Staying true to New York State, Adam Ford created Atsby Vermouth, a concoction made with Long Island-produced wine and other local ingredients. If you want to try it, head to the MCC’s Gala (at The New York Public Library, Fifth Avenue at 42nd Street, Friday, May 17 at 9 p.m.). In line with the values behind his vermouth, Ford says he seeks out cocktail bars that focus on New York spirits and ingredients. While he can’t choose a favorite bar, this month, he’s been frequenting The Lambs Club (inside The Chatwal Hotel) for its New York Manhattan. “It’s elegant without an ounce of pretentiousness and the modern-day Art Deco vibe makes it impossible not to feel hip when sitting in one of its red round booths or at the bar,” he explains. “It does the best job of effortlessly transporting you back in time and simultaneously making you feel modern. Plus, the drinks are balanced and not too boozy, and the bartenders don’t stop smiling.” For a bit of entertainment, The Lamb’s Club also offers live jazz every Tuesday and Wednesday evening.
Celebrity Chef And Cocktail Connoisseur
Though New York-based chef Dave Martin didn’t win the final challenge on Top Chef’s first season, he’ll undoubtedly win imbibers and diners over at his Smokin’ Boozy Bacon-Loaded Brunch (at Guggenheim Studio, Sunday, May 19 at 11a.m.).
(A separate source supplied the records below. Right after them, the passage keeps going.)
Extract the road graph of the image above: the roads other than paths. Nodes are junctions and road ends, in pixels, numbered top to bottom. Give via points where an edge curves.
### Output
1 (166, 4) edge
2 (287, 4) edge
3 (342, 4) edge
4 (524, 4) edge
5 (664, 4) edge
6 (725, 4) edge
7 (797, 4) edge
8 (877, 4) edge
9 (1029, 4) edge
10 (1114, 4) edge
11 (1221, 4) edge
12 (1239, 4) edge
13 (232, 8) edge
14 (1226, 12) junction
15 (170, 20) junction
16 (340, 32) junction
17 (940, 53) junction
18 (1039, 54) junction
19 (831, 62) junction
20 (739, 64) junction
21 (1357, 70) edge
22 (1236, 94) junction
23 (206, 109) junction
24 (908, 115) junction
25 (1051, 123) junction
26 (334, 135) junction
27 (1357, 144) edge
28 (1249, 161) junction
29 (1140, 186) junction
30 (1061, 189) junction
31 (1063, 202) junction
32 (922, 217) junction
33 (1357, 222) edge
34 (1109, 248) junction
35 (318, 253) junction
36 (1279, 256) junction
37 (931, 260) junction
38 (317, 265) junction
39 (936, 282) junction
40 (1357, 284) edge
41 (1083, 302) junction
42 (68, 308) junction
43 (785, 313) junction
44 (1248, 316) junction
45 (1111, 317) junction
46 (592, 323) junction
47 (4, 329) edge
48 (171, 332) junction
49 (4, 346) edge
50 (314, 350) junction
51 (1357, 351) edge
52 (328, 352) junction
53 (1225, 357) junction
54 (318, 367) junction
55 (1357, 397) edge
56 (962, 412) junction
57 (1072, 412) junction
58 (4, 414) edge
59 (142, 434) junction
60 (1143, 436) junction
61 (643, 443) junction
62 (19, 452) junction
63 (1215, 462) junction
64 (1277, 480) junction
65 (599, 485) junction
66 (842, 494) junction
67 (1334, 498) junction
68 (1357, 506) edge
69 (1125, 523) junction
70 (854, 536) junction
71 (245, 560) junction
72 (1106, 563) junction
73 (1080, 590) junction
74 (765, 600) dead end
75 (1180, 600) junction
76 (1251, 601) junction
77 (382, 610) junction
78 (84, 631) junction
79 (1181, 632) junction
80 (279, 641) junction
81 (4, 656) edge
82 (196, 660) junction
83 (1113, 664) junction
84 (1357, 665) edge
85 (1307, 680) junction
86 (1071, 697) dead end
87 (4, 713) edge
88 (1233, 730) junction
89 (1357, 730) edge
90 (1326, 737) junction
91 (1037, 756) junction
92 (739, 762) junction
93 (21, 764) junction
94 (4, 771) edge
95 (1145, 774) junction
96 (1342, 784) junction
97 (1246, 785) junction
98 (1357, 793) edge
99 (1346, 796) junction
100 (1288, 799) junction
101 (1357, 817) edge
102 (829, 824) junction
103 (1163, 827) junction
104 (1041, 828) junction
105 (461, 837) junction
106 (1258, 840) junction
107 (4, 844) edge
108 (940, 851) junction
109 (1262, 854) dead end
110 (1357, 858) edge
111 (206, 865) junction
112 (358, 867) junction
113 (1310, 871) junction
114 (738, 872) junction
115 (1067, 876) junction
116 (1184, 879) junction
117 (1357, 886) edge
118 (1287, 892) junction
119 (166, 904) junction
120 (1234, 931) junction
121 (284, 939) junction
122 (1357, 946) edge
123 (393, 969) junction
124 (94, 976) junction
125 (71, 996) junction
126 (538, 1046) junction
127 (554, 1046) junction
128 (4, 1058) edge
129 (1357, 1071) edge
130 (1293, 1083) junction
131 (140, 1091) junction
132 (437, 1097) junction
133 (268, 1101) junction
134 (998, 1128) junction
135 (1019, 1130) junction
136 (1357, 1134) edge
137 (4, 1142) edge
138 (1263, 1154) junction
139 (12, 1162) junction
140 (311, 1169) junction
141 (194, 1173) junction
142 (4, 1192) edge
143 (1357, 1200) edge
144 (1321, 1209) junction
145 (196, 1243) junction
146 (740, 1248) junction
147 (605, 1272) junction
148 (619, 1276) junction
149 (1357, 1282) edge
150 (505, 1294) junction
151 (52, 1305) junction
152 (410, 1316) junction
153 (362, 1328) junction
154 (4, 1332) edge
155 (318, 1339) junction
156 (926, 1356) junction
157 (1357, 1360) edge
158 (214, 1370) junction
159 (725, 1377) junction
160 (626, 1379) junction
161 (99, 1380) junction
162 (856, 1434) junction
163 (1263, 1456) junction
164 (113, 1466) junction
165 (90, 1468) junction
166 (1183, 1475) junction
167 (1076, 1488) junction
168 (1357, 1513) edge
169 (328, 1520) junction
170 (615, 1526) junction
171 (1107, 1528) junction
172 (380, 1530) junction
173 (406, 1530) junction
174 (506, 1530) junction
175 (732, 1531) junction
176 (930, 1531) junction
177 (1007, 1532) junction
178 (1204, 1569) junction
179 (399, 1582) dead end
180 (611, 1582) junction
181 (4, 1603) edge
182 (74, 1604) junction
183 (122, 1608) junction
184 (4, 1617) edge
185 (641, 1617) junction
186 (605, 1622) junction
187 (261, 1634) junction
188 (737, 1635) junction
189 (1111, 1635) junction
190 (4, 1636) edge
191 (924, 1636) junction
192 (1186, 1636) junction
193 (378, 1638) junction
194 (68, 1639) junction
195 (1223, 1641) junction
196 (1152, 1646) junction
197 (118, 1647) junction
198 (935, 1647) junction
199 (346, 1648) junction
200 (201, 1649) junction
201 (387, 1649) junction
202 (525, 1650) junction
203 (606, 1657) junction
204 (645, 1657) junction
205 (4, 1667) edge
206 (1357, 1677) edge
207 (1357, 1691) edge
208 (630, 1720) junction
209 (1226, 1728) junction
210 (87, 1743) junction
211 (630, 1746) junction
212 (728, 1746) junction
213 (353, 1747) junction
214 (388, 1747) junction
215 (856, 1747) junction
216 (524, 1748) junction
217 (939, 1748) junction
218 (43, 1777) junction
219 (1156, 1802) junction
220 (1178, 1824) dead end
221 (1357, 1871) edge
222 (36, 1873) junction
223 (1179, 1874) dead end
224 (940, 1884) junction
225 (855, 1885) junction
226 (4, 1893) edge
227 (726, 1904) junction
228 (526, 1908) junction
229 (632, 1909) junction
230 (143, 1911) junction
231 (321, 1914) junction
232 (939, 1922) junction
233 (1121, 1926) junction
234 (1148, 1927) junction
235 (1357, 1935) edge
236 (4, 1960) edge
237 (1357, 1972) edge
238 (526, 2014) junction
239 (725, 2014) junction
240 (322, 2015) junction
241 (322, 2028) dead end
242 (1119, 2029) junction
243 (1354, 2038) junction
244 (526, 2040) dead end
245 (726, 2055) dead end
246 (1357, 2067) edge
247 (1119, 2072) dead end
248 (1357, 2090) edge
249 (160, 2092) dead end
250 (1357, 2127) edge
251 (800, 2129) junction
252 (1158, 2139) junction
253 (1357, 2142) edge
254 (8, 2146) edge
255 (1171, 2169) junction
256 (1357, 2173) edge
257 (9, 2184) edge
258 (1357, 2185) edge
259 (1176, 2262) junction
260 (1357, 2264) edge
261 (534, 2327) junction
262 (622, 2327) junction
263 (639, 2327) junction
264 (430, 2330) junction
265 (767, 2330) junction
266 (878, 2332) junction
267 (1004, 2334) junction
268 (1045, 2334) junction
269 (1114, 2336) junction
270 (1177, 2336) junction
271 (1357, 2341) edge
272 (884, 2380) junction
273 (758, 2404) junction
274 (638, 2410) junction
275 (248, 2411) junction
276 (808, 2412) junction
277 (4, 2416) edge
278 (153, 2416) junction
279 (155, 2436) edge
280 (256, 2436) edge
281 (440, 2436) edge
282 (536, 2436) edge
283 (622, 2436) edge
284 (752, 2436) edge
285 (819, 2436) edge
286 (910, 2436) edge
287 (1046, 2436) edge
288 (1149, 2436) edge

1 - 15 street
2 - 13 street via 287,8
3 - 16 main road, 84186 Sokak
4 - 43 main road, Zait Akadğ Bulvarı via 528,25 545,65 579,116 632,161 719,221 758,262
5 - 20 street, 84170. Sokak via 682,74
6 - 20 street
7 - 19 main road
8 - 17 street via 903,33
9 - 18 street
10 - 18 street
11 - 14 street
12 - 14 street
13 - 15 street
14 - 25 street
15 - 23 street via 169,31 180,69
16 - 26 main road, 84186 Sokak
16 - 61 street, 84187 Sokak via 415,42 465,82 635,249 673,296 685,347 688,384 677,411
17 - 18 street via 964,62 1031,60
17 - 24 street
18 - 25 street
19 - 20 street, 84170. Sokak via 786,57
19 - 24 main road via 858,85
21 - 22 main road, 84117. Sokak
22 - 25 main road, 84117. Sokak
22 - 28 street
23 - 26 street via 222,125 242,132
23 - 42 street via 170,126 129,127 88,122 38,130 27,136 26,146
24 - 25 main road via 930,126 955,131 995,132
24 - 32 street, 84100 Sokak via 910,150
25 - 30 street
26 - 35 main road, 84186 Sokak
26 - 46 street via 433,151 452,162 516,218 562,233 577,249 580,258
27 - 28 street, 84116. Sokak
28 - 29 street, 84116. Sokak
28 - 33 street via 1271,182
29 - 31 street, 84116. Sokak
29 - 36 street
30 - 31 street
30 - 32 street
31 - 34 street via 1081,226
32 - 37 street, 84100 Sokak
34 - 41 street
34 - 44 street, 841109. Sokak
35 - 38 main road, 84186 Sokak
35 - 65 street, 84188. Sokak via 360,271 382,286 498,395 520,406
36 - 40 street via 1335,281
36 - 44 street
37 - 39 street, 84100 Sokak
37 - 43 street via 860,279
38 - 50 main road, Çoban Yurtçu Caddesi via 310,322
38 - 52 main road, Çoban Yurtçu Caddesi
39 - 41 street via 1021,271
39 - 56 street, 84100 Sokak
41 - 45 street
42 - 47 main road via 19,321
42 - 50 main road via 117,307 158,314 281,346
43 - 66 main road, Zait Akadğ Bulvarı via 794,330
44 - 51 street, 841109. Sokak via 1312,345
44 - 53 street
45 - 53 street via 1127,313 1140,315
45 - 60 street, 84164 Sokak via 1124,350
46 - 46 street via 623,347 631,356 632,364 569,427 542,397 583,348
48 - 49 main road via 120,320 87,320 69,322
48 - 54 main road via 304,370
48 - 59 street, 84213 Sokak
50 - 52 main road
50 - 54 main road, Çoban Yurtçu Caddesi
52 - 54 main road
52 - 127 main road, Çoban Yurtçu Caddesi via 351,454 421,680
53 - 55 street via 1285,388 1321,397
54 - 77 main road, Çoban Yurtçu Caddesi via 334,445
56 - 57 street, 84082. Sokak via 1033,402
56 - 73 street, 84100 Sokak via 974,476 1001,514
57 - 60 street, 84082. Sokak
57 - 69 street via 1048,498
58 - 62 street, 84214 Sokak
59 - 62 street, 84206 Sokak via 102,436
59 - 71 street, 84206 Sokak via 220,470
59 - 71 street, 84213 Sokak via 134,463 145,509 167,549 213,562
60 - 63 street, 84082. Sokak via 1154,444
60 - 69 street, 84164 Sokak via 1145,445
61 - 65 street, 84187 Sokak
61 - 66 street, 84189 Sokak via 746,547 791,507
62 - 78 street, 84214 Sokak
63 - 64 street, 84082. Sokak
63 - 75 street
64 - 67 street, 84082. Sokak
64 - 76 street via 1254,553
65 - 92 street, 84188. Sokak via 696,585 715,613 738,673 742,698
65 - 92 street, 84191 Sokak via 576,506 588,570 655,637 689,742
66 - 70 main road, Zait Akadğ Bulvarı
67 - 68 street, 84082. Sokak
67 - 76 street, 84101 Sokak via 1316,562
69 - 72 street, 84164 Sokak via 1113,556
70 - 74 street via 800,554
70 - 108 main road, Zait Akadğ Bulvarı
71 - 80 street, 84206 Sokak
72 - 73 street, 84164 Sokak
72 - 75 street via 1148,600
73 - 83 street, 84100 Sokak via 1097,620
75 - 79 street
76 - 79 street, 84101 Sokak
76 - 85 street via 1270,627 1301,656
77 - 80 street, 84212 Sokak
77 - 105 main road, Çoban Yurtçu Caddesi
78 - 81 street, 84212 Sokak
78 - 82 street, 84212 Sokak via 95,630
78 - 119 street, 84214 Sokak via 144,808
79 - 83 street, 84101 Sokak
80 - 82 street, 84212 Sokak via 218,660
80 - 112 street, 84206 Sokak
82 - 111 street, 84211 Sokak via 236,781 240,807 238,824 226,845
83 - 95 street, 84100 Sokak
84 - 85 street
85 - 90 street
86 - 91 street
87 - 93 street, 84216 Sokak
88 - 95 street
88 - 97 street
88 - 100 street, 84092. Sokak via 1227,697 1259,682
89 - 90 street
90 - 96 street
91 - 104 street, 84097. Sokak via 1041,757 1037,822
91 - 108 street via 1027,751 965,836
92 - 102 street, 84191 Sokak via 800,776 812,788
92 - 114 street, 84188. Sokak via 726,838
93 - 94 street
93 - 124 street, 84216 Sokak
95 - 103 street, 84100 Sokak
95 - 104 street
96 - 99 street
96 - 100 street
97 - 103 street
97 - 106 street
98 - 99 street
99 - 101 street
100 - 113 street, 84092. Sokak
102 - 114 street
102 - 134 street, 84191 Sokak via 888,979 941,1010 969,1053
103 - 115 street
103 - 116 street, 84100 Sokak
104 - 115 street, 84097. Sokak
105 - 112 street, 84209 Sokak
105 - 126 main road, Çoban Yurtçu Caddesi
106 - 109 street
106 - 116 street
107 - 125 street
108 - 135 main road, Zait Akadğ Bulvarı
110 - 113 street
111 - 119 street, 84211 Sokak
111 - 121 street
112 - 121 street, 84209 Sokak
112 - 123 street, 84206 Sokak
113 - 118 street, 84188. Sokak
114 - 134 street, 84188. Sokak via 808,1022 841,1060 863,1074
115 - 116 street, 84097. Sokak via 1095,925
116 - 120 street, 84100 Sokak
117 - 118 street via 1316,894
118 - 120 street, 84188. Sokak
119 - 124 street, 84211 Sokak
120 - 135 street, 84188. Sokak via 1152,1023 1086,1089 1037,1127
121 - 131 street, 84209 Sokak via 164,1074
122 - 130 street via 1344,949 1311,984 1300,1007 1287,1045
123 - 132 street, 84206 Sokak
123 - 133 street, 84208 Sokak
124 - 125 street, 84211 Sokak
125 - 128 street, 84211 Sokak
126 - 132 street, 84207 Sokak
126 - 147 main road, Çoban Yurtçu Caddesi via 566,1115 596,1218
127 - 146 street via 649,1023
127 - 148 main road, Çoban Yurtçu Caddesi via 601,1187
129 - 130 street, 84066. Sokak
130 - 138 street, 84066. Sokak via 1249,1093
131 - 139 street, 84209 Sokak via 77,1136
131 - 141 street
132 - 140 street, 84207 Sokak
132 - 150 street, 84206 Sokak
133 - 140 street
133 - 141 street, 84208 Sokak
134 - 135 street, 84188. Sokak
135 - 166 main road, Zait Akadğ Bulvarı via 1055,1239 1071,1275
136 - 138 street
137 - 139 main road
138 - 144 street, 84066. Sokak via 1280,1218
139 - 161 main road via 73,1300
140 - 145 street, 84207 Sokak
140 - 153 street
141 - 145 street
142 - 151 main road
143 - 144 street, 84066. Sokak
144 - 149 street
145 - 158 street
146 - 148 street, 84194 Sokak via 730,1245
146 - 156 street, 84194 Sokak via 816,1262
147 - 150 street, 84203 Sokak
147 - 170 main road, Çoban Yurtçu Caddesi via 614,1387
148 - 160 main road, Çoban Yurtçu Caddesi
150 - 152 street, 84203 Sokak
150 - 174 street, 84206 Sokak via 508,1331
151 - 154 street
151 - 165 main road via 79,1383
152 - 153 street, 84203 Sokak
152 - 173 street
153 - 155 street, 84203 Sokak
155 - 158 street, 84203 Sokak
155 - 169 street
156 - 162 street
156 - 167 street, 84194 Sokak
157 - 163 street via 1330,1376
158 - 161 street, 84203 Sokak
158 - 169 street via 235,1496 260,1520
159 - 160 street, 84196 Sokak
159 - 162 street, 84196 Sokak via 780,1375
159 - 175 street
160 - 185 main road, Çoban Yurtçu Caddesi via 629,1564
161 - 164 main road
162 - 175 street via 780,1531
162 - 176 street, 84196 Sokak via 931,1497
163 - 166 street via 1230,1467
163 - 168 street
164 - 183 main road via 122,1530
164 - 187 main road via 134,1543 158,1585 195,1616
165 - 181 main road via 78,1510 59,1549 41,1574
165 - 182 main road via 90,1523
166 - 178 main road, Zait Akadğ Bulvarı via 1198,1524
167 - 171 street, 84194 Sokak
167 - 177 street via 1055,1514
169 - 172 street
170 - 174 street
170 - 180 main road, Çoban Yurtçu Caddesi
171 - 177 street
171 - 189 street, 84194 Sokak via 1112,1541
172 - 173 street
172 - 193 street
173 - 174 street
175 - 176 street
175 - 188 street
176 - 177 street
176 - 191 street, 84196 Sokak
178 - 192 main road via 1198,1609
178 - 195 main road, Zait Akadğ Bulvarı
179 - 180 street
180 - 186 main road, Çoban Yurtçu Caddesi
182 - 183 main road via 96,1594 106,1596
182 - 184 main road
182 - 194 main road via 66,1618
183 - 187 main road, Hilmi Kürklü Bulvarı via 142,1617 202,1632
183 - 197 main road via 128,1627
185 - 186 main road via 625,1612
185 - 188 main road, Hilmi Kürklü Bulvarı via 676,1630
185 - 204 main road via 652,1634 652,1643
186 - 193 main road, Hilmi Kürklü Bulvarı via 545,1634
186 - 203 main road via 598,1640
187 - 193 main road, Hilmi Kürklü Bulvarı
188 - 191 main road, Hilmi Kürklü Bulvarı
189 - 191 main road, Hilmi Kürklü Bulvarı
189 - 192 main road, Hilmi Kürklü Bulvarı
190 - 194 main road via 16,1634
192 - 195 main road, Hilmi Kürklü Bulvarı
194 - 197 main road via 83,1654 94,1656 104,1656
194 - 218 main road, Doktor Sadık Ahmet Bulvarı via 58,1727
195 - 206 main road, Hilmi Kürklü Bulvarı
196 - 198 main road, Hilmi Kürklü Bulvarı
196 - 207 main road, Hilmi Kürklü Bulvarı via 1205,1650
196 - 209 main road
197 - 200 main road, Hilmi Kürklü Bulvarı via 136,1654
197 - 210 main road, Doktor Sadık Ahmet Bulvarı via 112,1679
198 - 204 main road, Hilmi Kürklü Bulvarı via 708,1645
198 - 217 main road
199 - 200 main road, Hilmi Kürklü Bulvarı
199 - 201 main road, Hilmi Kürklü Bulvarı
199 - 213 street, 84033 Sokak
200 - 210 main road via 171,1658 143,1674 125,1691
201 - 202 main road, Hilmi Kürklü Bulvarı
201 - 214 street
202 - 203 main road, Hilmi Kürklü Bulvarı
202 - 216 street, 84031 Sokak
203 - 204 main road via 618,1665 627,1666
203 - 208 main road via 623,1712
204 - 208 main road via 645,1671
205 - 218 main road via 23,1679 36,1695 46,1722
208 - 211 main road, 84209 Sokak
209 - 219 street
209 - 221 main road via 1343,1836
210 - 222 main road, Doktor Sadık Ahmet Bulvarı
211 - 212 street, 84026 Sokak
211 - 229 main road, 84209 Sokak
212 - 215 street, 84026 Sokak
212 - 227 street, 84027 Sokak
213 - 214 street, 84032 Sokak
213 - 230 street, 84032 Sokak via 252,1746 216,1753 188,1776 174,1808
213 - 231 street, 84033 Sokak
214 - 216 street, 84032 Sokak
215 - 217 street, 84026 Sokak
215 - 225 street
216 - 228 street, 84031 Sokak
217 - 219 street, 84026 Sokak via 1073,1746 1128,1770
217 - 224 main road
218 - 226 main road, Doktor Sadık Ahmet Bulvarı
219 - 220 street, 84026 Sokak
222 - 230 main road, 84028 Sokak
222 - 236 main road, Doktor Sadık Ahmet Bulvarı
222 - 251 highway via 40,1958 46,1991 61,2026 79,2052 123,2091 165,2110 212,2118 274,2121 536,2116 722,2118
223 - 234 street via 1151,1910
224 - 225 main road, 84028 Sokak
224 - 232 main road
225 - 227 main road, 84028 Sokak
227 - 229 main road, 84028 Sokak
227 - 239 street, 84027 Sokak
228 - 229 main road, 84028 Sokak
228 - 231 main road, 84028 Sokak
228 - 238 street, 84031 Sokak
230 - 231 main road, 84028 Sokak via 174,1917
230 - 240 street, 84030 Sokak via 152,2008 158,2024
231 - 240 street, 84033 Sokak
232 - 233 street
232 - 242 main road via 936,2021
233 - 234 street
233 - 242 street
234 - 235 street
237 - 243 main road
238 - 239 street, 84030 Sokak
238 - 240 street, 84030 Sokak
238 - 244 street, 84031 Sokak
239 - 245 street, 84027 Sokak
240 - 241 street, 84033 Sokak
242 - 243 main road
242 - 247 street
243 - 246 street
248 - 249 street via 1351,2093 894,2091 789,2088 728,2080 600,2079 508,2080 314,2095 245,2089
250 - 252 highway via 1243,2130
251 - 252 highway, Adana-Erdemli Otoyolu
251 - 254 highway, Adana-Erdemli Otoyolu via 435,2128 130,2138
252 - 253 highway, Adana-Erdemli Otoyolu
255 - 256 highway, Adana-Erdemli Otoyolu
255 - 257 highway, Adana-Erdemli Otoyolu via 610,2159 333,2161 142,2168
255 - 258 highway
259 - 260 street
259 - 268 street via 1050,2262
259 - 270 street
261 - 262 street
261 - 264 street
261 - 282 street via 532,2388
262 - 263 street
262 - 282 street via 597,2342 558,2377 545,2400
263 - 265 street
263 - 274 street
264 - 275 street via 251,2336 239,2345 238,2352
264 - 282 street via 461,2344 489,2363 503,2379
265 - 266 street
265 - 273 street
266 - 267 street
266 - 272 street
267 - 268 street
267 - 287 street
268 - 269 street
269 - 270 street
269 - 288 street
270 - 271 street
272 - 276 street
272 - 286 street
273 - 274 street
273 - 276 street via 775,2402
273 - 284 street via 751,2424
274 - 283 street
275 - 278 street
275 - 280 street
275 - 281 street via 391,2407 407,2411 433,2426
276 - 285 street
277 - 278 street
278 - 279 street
Expect Martin’s famous Smokin’ Mary, made with his spicy bloody mix and Nueske’s pepper bacon, and plenty of bite-size brunch items to nibble on, including Monte Cristos, hanger steak, duck quesadillas and chocolate truffle cake. As for what Martin drinks when he isn’t entertaining, two of his favorite places for a beverage are Audrey Saunders’ Pegu Club in SoHo for the tequila-laced Little Witch, and Flatiron Lounge for a pineapple and scotch-heavy Harvey Keitel.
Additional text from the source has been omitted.